[Activity]
Locate every line in the records below that contains the word "graph", and copy each one.

[Records supplied]
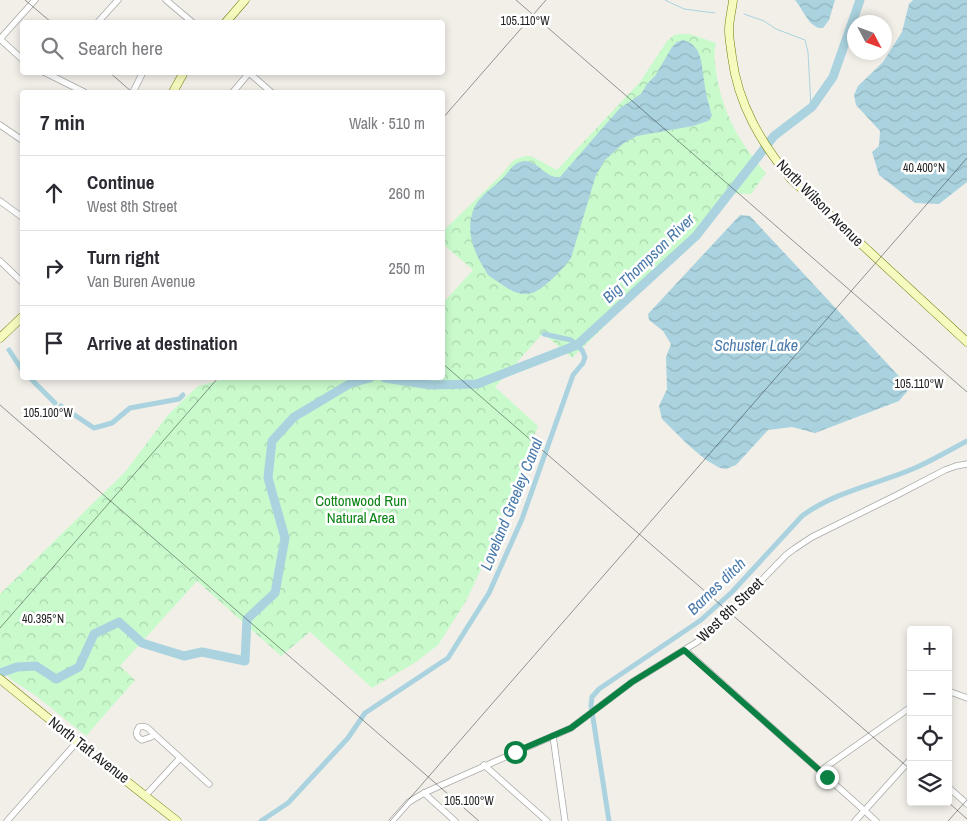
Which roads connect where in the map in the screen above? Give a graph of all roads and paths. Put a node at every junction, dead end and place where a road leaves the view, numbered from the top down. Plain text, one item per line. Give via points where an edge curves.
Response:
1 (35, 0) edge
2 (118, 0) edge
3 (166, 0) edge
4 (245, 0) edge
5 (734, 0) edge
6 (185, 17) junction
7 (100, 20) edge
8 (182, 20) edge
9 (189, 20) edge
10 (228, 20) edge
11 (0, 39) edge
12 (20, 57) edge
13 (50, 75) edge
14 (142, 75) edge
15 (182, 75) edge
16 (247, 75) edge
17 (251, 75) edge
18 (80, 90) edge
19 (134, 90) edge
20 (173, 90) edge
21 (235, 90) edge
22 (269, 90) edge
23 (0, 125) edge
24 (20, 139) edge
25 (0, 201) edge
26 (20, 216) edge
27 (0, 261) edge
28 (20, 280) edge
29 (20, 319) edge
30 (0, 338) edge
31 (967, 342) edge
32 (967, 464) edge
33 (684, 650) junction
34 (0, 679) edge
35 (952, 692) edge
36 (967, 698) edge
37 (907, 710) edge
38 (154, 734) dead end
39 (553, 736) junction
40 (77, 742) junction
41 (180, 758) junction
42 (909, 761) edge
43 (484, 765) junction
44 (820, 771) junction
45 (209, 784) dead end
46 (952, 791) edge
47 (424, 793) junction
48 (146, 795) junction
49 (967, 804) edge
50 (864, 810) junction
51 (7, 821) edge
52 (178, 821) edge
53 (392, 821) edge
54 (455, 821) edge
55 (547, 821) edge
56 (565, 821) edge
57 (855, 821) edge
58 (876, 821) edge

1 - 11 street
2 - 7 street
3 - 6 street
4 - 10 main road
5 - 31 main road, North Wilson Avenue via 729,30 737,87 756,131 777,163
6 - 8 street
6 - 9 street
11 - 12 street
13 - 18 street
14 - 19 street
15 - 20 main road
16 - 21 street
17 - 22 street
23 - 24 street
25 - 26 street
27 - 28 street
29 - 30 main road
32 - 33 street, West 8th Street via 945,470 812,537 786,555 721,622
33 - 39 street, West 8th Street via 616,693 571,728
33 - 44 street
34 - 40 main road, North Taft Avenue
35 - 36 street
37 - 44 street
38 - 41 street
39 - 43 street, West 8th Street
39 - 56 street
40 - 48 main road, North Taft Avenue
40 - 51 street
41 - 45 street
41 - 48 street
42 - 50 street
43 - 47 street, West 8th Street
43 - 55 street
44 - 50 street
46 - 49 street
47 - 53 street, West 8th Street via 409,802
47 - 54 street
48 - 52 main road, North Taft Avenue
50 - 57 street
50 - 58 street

==

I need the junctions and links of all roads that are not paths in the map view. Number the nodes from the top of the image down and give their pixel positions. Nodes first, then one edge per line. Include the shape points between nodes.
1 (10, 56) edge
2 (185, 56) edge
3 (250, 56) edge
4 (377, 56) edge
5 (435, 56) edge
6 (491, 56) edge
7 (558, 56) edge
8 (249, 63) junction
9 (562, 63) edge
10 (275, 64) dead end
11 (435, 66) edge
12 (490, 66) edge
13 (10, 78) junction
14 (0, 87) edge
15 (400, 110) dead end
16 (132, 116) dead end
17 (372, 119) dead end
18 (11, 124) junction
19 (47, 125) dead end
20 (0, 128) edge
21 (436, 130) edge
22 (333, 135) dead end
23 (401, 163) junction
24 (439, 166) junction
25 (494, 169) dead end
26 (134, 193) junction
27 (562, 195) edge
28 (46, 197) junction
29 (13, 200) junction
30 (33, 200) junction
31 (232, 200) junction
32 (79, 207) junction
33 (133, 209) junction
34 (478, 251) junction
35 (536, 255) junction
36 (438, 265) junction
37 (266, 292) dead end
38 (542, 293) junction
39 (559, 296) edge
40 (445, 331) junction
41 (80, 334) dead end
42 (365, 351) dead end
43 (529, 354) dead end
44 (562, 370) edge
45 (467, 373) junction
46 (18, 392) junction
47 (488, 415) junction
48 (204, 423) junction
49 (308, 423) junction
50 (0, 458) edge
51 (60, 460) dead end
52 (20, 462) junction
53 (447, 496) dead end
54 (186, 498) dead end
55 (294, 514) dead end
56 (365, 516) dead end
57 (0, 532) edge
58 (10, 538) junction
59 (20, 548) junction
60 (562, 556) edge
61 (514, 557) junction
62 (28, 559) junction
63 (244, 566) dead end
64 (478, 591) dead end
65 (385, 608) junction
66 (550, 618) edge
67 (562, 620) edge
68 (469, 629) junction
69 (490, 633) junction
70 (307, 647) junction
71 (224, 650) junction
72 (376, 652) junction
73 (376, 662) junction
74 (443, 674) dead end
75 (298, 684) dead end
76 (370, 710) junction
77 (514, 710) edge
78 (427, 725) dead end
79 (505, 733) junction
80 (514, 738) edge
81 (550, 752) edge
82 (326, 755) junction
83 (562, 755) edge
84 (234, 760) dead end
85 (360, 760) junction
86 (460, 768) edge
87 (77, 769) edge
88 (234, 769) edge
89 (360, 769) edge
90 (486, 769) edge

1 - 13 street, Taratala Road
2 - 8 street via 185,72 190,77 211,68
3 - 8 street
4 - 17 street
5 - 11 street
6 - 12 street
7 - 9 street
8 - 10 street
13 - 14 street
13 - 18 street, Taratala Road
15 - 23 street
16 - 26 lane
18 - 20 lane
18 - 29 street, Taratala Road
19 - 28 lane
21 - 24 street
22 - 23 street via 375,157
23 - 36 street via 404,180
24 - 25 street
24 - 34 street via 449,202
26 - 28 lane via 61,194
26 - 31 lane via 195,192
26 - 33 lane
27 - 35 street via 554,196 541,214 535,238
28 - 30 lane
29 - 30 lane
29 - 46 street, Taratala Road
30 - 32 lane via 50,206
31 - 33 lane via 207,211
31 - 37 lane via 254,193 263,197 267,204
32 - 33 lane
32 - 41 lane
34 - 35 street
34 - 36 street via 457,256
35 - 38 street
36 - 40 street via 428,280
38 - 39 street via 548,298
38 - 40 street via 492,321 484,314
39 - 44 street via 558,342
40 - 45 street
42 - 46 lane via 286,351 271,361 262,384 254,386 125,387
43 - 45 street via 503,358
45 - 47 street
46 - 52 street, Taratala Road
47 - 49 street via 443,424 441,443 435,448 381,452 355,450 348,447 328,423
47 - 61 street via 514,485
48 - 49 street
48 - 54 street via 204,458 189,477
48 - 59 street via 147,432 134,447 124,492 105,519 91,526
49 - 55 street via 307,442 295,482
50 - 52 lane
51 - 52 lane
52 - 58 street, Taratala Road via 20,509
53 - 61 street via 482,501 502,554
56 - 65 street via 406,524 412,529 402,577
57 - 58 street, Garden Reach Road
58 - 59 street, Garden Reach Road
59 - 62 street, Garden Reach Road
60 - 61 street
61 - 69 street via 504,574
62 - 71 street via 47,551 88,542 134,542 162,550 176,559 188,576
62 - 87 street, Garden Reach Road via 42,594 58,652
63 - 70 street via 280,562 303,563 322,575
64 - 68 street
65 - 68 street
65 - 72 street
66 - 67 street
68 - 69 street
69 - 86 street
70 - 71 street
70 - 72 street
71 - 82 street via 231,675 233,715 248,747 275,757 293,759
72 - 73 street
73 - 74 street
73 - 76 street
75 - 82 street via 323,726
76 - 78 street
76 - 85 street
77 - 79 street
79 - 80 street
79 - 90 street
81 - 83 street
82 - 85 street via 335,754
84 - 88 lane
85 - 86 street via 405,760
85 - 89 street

...

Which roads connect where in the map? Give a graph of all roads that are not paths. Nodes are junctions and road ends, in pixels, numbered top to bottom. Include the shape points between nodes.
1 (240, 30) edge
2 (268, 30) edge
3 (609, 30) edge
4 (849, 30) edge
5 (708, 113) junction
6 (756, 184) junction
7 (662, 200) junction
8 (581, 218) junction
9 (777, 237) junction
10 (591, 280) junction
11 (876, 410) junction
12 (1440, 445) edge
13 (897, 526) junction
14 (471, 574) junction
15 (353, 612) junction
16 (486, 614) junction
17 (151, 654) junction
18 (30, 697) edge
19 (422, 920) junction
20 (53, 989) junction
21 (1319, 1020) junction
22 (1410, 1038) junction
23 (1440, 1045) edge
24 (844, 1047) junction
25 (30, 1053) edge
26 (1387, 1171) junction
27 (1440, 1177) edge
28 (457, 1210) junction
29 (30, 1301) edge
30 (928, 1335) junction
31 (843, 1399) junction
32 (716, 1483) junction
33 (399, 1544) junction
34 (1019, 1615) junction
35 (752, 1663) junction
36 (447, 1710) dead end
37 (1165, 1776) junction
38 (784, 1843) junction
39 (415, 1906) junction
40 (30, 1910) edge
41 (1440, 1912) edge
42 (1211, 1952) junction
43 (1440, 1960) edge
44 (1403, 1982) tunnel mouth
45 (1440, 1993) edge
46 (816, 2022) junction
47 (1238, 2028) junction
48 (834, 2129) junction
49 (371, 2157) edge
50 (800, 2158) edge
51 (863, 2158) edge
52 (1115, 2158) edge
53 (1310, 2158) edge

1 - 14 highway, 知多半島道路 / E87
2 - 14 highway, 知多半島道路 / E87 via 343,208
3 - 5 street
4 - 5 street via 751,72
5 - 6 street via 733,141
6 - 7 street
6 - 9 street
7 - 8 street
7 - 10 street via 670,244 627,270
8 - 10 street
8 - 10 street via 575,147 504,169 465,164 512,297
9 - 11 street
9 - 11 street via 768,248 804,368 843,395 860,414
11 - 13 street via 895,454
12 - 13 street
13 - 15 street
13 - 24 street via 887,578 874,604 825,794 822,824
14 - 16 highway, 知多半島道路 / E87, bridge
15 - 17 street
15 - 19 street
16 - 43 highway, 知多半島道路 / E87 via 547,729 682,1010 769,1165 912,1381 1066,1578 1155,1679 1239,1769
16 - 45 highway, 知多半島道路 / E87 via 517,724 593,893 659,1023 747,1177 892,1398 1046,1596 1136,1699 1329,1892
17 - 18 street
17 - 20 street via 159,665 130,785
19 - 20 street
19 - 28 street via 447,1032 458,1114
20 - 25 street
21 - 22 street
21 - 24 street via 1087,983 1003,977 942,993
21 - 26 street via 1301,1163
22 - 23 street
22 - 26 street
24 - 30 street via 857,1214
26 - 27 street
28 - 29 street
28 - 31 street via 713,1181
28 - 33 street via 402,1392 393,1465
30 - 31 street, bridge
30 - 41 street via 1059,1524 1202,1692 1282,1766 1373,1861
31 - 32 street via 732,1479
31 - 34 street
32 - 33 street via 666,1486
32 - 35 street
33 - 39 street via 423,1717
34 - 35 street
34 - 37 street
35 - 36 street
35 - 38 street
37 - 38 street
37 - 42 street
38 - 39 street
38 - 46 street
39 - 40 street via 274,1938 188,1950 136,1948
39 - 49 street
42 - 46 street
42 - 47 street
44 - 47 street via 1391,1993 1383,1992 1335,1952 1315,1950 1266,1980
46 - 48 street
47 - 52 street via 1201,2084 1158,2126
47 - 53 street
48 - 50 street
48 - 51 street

[Task answer]
Which roads connect where in the map in the screen above? Give a graph of all roads and paths. Put a node at every junction, dead end and place where a road leaves the view, numbered from the top down. Plain text, one item per line. Give via points where an edge curves.
Which roads connect where in the map? Give a graph of all roads that are not paths. Nodes are junctions and road ends, in pixels, numbered top to bottom. Include the shape points between nodes.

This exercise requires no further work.